Two fundamental ways of looking at the brain prevail: one is linked to chemical pathways of the brain, the other is electrical or biophysical law-like properties. One is not more valid than the other. They are just two rooted scientific approaches to understanding brain function.

Eliot Valenstein (2005), a behavioral neuroscientist at the University of Michigan, in his interesting book, The War of the Soups and the Sparks, lays out the discovery process involved in the depiction of the classical neurotransmitters (norepinephrine, dopamine) and the depiction of the sympathetic and parasympathetic systems and their representation in the brain.
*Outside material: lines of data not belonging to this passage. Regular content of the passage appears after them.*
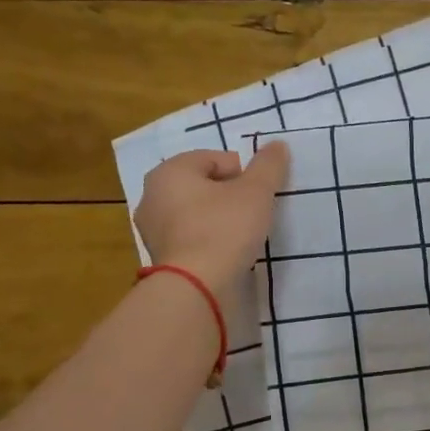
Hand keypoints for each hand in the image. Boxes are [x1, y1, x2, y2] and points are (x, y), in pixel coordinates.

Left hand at [134, 144, 290, 298]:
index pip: (215, 159)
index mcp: (171, 170)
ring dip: (218, 217)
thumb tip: (278, 144)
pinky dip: (208, 239)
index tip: (260, 195)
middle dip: (229, 195)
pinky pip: (189, 236)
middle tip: (254, 213)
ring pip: (195, 211)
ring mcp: (151, 227)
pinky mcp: (159, 255)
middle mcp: (152, 193)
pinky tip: (226, 252)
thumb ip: (268, 165)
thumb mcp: (256, 192)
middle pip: (203, 185)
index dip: (244, 173)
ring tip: (242, 235)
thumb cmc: (224, 228)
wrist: (196, 286)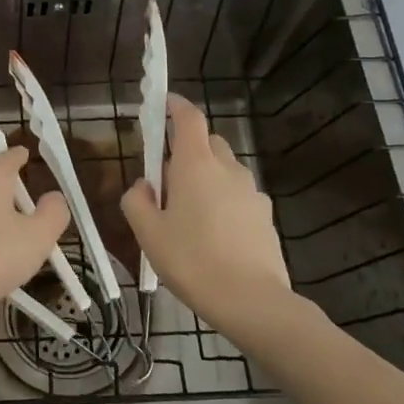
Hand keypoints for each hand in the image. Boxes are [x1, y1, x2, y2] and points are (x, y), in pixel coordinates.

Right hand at [122, 95, 290, 320]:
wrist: (251, 301)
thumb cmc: (192, 261)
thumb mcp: (148, 234)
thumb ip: (137, 201)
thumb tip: (143, 186)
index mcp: (196, 165)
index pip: (188, 118)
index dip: (175, 105)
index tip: (162, 103)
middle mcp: (228, 169)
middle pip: (208, 142)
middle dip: (187, 149)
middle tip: (167, 180)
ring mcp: (252, 191)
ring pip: (225, 170)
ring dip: (206, 177)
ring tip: (190, 214)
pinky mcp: (265, 215)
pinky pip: (239, 195)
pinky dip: (224, 201)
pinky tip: (214, 235)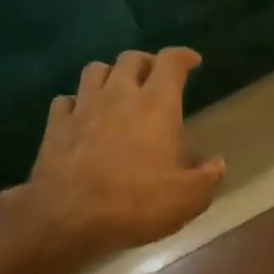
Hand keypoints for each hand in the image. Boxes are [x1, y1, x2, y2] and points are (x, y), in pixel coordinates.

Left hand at [16, 48, 225, 257]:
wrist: (69, 217)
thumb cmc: (135, 203)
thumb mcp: (187, 199)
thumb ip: (206, 178)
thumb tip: (217, 164)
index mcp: (156, 105)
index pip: (171, 62)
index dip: (184, 57)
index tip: (192, 62)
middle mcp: (119, 95)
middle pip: (131, 59)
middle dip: (146, 63)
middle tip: (154, 79)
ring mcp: (83, 106)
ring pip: (95, 70)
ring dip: (109, 75)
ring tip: (117, 91)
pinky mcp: (56, 124)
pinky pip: (65, 100)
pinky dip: (76, 103)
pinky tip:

This insight into the chemical nature of the classical neurotransmitters along with the depiction of the electrophysiological properties set the conditions for understanding the brain.

My focus is on the chemical pathways of the brain and the functional role in the organization of social approach and avoidance behavioral responses (adaptive responses rooted in evolution). Social contact, in addition to the development of motor control, language and other cognitive capacities, are critical factors in our evolution. Cave paintings show a sense of the intellectual quest.

An understanding of the sympathetic and parasympathetic systems represented in both the peripheral and central nervous system underlie social attachments and all forms of regulation. A rich chemical milieu permeates these autonomic peripheral systems that underlie the diverse forms of physiological systems across end organ systems in maintaining long-term physiological stability. Importantly, the chemical messages are richly expressed in the central nervous system.